Seksin erkeklere atanmış bir eylem olarak kodlandığı kültürle doğrudan hesaplaşmasa da, Dying for Sex’in bu konuyla derdi olduğu açık. Molly’nin (Michelle Williams), metastazlı ölümcül kanser teşhisinin ardından kocası Steve’den (Jay Duplass) ayrılması, bu çarpık kültürel bakışın bir sonucu gibi okunuyor. Hayatta olduğu gibi yatakta da partneri olan adamın, ilk kanser teşhisinden sonra adeta bir hastabakıcıya dönüşüp aralarındaki cinsel etkileşimi sıfırlaması karşısında Molly’nin duyduğu öfke hem bariz hem de anlaşılır. Yirmili yaşlarına, daha doğrusu arzulanmaya duyduğu özlemi de yanına alarak çıktığı bu yolda, en yakın arkadaşı Nikki’yi (Jenny Slate) seçiyor kendine yoldaş olarak. Steve, tipik bir erkek gibi tüm görevlerini tek başlıkta toplamaya çalışırken; Nikki, hayatını durdurup Molly’ye sıkı sıkıya tutunuyor. Çok da parlak ilerlemeyen kariyerini rafa kaldırıyor, vericiliğinden yakınan erkek arkadaşını geride bırakıyor, bir kanser hastasının tedavi sürecine dair her bilgiyi öğreniyor, gelişiyor ve en önemlisi: Molly’nin gerçekleştirmeye cesaret edemediği fanteziler için onu yüreklendiriyor.
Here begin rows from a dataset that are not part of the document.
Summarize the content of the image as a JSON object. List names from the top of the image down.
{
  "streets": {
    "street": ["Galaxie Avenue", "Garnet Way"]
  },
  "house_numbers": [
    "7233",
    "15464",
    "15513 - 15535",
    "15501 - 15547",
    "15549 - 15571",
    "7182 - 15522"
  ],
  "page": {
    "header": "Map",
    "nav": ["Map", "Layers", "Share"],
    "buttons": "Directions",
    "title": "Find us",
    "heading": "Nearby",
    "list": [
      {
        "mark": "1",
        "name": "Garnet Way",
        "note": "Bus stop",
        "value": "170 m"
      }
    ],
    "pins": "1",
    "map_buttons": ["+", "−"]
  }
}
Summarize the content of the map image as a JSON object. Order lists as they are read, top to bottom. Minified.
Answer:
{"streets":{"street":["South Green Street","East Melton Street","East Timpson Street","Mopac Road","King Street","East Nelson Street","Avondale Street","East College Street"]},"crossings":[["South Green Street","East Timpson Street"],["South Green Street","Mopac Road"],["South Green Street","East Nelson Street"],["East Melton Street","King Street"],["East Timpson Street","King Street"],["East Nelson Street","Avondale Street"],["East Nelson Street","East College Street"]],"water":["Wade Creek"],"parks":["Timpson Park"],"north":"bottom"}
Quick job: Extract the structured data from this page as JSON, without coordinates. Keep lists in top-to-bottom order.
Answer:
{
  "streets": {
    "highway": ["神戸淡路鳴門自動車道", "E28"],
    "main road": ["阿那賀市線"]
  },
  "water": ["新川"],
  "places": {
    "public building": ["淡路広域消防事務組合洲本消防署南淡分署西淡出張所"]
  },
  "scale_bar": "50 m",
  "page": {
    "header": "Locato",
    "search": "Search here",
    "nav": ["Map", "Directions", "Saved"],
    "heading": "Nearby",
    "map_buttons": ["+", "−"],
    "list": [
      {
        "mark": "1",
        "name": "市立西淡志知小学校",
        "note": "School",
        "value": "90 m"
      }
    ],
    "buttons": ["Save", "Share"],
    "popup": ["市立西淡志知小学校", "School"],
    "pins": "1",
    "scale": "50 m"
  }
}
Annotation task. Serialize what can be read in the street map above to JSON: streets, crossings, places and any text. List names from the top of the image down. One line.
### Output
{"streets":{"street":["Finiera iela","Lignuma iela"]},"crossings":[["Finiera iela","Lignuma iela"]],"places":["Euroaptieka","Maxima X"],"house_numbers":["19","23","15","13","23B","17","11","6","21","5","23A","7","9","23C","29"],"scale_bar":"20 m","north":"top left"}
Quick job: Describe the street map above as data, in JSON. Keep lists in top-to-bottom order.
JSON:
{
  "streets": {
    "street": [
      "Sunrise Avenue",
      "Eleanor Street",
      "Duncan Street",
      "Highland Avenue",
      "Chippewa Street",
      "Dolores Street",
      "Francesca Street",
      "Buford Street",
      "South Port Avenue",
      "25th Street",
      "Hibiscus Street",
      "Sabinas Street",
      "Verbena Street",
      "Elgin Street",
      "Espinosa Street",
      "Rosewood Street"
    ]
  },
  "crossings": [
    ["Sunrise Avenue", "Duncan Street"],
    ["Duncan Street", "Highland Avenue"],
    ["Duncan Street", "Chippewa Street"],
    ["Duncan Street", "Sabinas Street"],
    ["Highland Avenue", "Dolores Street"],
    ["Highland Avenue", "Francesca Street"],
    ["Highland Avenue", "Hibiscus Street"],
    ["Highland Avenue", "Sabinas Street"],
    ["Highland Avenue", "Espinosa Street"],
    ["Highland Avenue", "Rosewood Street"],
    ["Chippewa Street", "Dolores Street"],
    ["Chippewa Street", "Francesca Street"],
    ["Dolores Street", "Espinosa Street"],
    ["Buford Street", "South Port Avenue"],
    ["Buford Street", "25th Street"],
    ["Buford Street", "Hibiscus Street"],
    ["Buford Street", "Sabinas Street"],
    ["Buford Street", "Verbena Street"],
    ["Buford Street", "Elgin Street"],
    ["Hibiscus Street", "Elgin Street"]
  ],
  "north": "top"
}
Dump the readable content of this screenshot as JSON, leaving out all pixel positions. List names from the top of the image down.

Diziyi iki parça olarak değerlendirmek mümkün. İlk dört bölüm, öleceğini bilen bir kadının cinselliğini doyasıya yaşama ve keşfetme çabasıyla dans halinde. Senaryo, seksi olduğu kadar komik deneyimlerle duygusunu sabitlemeye de özen gösteriyor. Son dört bölümde ise ton sertleşiyor, hazmı daha ağır bir anlatıya geçiliyor. Molly’nin bedeni artık zorlanmaya başlıyor; ikili ilişkilerinde, kanserin görünmezliğine yaslanarak kafasına göre hareket etme lüksünü yitiriyor. Cinsel devrimden mizah çıkartıp ardından ölümün soğuk gerçekliğiyle yaratılan kontrastın bu denli işlemesi gerçekten ürpertici. Ancak bu noktada Dying for Sex‘in araçları bir hayli fazla. Molly ve Nikki arasındaki ilişki, bence tüm romantik ya da cinsel bağlanmaların ötesinde, çok daha güçlü bir sevginin temsili. Öylesine sağlam bir temel oluşturuyorlar ki, üstüne ne inşa edilse işler zaten. Hani öyle bir sevgi ki bu; kendinden farklı olan dostunu, sahip olmadığın özellikleri taşıdığı için sevmek… Gıpta etmek, başardığı her şeyle gurur duymak. Finale doğru gelen keşif ise hikâyeyi bambaşka bir yere taşıyor: Bir sevgiliyle değil de bir arkadaş sayesinde birini ne kadar sevebileceğini öğrenmek fikri, hem büyüleyici hem de kadın (ve hatta biraz da kuir) dostluğun pek değinilmemiş bir tarafını anlattığından, farklı.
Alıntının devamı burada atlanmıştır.